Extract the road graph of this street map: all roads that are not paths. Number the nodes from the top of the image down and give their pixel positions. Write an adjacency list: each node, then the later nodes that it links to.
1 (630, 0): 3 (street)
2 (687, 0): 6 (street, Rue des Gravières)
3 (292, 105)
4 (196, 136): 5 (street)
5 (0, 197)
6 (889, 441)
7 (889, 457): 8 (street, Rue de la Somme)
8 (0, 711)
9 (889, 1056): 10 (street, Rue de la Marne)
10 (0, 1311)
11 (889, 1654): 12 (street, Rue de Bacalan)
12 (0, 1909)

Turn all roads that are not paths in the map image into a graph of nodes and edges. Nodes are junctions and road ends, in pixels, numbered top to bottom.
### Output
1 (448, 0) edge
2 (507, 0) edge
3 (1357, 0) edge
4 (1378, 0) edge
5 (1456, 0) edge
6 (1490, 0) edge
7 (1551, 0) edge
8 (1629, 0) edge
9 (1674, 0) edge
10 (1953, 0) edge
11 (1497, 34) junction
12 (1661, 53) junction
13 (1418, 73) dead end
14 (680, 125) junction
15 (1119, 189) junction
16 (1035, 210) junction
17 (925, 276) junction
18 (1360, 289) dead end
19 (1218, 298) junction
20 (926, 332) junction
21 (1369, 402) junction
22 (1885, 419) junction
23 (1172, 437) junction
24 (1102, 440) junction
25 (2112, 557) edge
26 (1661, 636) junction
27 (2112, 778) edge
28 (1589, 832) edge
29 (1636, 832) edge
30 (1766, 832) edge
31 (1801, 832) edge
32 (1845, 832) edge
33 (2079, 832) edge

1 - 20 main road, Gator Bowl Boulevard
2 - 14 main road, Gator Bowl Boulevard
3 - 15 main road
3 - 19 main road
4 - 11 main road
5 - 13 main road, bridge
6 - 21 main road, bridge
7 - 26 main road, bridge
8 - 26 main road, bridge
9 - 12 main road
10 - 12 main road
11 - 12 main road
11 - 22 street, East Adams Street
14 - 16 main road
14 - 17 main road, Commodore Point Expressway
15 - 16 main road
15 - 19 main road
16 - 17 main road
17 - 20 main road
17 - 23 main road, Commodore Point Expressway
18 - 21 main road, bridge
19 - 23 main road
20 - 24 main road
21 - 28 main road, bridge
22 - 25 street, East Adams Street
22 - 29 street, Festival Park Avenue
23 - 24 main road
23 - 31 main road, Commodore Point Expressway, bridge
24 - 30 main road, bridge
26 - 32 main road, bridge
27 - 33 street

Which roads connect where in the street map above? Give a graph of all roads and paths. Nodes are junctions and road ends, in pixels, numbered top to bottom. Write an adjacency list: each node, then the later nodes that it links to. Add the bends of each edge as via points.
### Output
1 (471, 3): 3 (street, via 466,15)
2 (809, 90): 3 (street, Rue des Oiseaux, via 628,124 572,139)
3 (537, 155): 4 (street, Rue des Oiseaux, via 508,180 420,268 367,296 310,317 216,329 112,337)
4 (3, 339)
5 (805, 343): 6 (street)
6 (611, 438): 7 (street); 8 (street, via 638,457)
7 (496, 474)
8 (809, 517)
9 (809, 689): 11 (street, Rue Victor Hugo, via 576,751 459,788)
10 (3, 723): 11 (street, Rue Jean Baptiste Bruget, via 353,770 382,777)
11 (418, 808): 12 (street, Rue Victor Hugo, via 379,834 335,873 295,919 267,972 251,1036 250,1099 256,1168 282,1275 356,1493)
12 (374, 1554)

-=-=-=-=-

# WORK TO BE COMPLETED
Please reproduce the lines from the line with "Turn all roads" to the line with "Which roads connect", both ends included, exactly as they appear above.

# WRITTEN RESPONSE
Turn all roads that are not paths in the map image into a graph of nodes and edges. Nodes are junctions and road ends, in pixels, numbered top to bottom.
### Output
1 (448, 0) edge
2 (507, 0) edge
3 (1357, 0) edge
4 (1378, 0) edge
5 (1456, 0) edge
6 (1490, 0) edge
7 (1551, 0) edge
8 (1629, 0) edge
9 (1674, 0) edge
10 (1953, 0) edge
11 (1497, 34) junction
12 (1661, 53) junction
13 (1418, 73) dead end
14 (680, 125) junction
15 (1119, 189) junction
16 (1035, 210) junction
17 (925, 276) junction
18 (1360, 289) dead end
19 (1218, 298) junction
20 (926, 332) junction
21 (1369, 402) junction
22 (1885, 419) junction
23 (1172, 437) junction
24 (1102, 440) junction
25 (2112, 557) edge
26 (1661, 636) junction
27 (2112, 778) edge
28 (1589, 832) edge
29 (1636, 832) edge
30 (1766, 832) edge
31 (1801, 832) edge
32 (1845, 832) edge
33 (2079, 832) edge

1 - 20 main road, Gator Bowl Boulevard
2 - 14 main road, Gator Bowl Boulevard
3 - 15 main road
3 - 19 main road
4 - 11 main road
5 - 13 main road, bridge
6 - 21 main road, bridge
7 - 26 main road, bridge
8 - 26 main road, bridge
9 - 12 main road
10 - 12 main road
11 - 12 main road
11 - 22 street, East Adams Street
14 - 16 main road
14 - 17 main road, Commodore Point Expressway
15 - 16 main road
15 - 19 main road
16 - 17 main road
17 - 20 main road
17 - 23 main road, Commodore Point Expressway
18 - 21 main road, bridge
19 - 23 main road
20 - 24 main road
21 - 28 main road, bridge
22 - 25 street, East Adams Street
22 - 29 street, Festival Park Avenue
23 - 24 main road
23 - 31 main road, Commodore Point Expressway, bridge
24 - 30 main road, bridge
26 - 32 main road, bridge
27 - 33 street

Which roads connect where in the street map above? Give a graph of all roads and paths. Nodes are junctions and road ends, in pixels, numbered top to bottom. Write an adjacency list: each node, then the later nodes that it links to. Add the bends of each edge as via points.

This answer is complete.